While official results from the referendum in Sudan will not be revealed until sometime in February, it has become somewhat of a foregone conclusion that Africa’s largest country is on the verge of splitting. This is sure to impact not only regional stability, but politics across the wider African continent.
Anticipating the impending split, Salva Kiir has already begun to plead with the population of southern Sudan to not embark on any score-settling after they achieve their long-anticipated independence. His calls for forgiveness and restraint towards the north are nothing if not timely given the incendiary issues that remain unresolved in north-south relations.
First and foremost in these issues is the question of Abyei. Abyei is a region that straddles the north-south border and it is home to crucial pasturelands and the Defra block- an oilfield administered by China’s CNPC. The future of Abyei, whether it ends up in north or south Sudan, is still very much up in the air as all of the details of its own future referendum are still being hammered out. Nomadic Arab populations from north Sudan and non-Arab farmers with ties to the south have both staked strong claims to the area. The region’s strong links to north and south Sudan, as well as its economic importance, make for a forecast of sustained violence. Already, clashes in Abyei have resulted in the deaths of over 60 people in January alone. This violence should be expected to continue so long as Abyei’s future remains ambiguous, and the danger of conflict spreading to other regions along the border remains very real.

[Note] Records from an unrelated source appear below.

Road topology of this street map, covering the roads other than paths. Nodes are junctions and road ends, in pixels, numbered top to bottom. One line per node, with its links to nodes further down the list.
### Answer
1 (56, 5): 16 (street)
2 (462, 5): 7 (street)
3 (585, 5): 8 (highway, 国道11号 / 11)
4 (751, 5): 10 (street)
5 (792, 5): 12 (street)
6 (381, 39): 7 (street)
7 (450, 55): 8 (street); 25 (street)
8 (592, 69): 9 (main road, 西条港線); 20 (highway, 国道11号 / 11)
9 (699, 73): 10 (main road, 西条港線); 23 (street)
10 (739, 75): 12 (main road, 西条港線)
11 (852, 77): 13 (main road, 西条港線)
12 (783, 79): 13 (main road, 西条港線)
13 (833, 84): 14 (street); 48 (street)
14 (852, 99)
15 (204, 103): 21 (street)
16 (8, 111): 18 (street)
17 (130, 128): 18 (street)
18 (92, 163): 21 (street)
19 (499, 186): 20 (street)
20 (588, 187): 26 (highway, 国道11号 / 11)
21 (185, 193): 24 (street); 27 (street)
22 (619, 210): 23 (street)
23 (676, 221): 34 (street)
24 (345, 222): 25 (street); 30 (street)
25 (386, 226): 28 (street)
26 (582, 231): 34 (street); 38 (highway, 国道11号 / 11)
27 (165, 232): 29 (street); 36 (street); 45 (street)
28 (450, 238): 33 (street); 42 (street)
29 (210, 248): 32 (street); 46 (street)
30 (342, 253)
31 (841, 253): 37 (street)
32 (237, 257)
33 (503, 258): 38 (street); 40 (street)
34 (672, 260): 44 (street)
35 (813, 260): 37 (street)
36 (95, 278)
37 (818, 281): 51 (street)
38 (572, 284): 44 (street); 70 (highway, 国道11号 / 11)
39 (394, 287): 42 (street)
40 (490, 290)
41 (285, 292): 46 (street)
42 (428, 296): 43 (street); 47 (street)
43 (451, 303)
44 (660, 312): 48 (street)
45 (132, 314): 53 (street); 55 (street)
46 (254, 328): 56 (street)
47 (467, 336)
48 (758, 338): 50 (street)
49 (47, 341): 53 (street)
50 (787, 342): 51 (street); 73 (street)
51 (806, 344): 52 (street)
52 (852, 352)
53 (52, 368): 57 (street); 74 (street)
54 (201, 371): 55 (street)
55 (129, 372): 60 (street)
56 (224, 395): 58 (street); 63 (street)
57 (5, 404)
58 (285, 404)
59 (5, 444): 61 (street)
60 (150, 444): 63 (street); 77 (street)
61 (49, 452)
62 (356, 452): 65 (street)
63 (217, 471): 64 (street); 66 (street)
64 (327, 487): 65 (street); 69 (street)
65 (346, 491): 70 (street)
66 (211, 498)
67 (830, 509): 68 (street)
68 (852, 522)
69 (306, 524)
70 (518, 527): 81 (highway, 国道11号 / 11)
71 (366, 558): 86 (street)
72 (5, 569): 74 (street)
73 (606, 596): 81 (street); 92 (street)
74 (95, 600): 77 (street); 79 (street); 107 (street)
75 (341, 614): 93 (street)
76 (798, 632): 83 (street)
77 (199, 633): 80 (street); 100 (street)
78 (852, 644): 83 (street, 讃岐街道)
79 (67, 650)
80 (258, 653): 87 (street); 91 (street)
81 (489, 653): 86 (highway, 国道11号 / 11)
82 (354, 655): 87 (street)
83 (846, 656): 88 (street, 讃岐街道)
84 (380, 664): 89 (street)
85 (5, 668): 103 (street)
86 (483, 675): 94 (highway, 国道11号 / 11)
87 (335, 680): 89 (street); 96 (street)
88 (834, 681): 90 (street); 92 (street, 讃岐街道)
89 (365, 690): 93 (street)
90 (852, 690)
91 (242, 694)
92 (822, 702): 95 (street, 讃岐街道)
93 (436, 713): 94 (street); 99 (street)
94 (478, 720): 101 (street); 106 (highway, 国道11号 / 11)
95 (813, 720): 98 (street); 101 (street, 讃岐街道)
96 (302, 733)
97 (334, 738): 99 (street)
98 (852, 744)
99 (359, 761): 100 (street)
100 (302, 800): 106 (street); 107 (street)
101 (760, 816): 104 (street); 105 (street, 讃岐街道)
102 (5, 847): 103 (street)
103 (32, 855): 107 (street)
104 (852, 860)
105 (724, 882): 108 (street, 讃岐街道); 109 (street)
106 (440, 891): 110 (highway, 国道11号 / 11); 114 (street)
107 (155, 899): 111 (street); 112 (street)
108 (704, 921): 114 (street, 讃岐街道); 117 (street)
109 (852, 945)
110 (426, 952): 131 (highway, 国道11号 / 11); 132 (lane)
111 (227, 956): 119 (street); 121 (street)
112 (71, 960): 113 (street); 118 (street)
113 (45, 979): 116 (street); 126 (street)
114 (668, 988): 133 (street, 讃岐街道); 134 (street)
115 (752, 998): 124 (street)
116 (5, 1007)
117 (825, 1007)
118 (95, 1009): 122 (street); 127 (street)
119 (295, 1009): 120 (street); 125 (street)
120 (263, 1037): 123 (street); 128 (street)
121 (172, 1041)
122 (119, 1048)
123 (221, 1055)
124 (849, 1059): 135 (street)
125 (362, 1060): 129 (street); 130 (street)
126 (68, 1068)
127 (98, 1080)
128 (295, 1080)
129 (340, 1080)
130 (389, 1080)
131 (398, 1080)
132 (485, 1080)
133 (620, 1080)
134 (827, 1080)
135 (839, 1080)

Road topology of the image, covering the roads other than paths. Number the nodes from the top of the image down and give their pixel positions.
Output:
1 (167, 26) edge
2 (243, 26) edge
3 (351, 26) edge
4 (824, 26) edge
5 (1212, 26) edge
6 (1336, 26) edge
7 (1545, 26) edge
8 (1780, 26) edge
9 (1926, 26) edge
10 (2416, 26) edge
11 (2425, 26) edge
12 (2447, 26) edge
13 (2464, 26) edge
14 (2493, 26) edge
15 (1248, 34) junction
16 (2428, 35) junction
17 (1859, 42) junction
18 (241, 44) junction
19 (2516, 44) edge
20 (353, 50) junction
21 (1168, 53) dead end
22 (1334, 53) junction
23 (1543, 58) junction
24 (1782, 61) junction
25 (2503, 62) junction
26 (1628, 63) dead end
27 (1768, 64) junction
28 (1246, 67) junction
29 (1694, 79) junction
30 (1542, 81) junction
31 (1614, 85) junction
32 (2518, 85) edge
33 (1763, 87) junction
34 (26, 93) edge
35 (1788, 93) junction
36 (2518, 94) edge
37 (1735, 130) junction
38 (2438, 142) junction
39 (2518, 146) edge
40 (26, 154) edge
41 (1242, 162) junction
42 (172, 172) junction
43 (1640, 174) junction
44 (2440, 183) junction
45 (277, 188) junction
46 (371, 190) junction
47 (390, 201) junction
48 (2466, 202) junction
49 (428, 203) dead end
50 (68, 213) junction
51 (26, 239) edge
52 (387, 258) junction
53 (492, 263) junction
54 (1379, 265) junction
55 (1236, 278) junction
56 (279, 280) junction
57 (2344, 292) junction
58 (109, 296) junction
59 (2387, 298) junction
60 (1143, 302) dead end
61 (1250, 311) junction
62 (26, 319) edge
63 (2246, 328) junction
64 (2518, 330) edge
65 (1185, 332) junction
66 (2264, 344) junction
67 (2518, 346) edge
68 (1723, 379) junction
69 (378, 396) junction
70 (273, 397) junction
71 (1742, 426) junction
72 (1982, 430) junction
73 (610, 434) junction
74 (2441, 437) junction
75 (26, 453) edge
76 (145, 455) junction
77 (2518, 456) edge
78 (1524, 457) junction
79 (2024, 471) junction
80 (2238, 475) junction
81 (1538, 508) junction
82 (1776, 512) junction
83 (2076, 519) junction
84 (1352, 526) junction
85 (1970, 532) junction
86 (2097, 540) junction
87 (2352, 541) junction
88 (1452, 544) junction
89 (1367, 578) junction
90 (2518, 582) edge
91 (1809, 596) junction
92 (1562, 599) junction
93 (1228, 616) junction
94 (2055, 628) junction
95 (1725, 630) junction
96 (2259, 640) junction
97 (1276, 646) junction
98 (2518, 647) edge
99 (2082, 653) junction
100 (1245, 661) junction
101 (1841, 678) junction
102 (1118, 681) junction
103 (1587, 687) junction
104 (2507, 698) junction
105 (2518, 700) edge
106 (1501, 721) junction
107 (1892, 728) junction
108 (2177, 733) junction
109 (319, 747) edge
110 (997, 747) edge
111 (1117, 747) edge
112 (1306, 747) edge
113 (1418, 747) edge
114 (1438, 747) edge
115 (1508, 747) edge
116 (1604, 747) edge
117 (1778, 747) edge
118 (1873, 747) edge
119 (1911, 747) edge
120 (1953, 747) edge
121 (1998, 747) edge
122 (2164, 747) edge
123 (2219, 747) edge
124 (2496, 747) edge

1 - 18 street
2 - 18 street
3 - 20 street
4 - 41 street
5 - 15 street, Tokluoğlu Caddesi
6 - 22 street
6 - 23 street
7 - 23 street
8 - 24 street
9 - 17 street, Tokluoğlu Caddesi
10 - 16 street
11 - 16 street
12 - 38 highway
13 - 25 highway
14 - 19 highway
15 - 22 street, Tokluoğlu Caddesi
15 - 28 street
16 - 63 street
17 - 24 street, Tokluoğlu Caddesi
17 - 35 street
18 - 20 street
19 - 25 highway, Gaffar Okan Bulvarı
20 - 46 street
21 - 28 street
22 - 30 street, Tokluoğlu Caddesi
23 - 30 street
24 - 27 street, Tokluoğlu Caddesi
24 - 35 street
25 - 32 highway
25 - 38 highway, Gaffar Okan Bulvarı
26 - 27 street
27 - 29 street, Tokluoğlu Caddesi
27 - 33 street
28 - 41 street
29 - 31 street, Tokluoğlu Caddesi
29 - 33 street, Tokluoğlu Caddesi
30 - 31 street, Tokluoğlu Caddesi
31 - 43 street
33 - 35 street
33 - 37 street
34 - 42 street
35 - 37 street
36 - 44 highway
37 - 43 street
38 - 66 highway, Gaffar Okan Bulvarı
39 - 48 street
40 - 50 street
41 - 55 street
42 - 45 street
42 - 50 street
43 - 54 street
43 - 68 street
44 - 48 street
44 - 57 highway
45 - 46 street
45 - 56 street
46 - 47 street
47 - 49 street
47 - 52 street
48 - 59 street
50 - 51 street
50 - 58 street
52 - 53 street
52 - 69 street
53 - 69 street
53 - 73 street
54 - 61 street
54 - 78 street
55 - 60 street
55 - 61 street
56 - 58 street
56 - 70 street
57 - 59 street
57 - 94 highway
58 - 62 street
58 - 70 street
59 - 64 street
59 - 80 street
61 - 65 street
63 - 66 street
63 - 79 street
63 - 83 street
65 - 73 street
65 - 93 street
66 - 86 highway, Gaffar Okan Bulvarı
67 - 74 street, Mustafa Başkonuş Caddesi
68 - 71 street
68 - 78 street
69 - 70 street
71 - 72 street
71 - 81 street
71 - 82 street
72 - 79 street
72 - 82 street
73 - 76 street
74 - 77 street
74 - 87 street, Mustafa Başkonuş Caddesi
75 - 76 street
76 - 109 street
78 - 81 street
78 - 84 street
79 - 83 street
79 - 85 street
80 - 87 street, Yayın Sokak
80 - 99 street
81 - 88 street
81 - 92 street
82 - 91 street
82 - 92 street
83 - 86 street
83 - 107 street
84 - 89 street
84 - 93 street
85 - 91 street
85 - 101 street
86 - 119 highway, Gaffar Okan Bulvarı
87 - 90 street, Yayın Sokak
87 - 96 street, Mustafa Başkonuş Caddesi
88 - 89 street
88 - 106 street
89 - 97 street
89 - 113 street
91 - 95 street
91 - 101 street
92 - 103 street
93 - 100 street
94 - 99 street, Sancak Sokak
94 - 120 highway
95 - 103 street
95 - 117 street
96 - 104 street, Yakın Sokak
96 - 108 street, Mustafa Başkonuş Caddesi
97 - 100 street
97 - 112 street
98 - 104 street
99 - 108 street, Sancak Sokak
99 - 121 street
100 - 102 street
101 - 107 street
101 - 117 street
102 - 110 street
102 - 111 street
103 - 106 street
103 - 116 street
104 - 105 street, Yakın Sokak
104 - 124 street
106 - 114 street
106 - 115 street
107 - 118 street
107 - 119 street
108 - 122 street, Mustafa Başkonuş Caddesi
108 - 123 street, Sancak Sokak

Another unresolved flashpoint is how the revenue of Sudan’s oil wealth should be shared. Eighty percent of Sudan’s oil fields are in the south, but all crucial pipelines snake their way through the north to the Red Sea. The Comprehensive Peace Agreement of 2005 has governed oil revenue sharing in the past and it will remain in force until the south officially becomes independent later this year. Under the CPA, all oil revenues in the south were split 50-50, meaning that southern oil revenues have been crucial in financing Khartoum over the past six years. Once this revenue stream is cut off by southern independence, it’s quite possible that the government of northern Sudan will experience some degree of financial crisis over the short to medium term. Under these circumstances, pressure will be high for the north to, at the very least, hang on to Abyei and in a worst case scenario use localized violence as a pretence to re-assert military control over southern energy assets.
In a wider sense, the referendum in Sudan could one day be looked back on as a seminal event that opened the floodgates for redrawing the map of Africa. There is no shortage of sectarian conflict on the African continent, and disenfranchised populations in Nigeria, the Democratic Republic of Congo, Somalia, and Togo could view the Sudan referendum as a hopeful sign that Africa’s colonial-era borders are not sacrosanct. Of course, if the referendum in Sudan has opened the Pandora’s Box of national self-determination in Africa, then the short-term forecast has to be widespread violent conflict; the most commonly used method of determining who wins when the map is redrawn.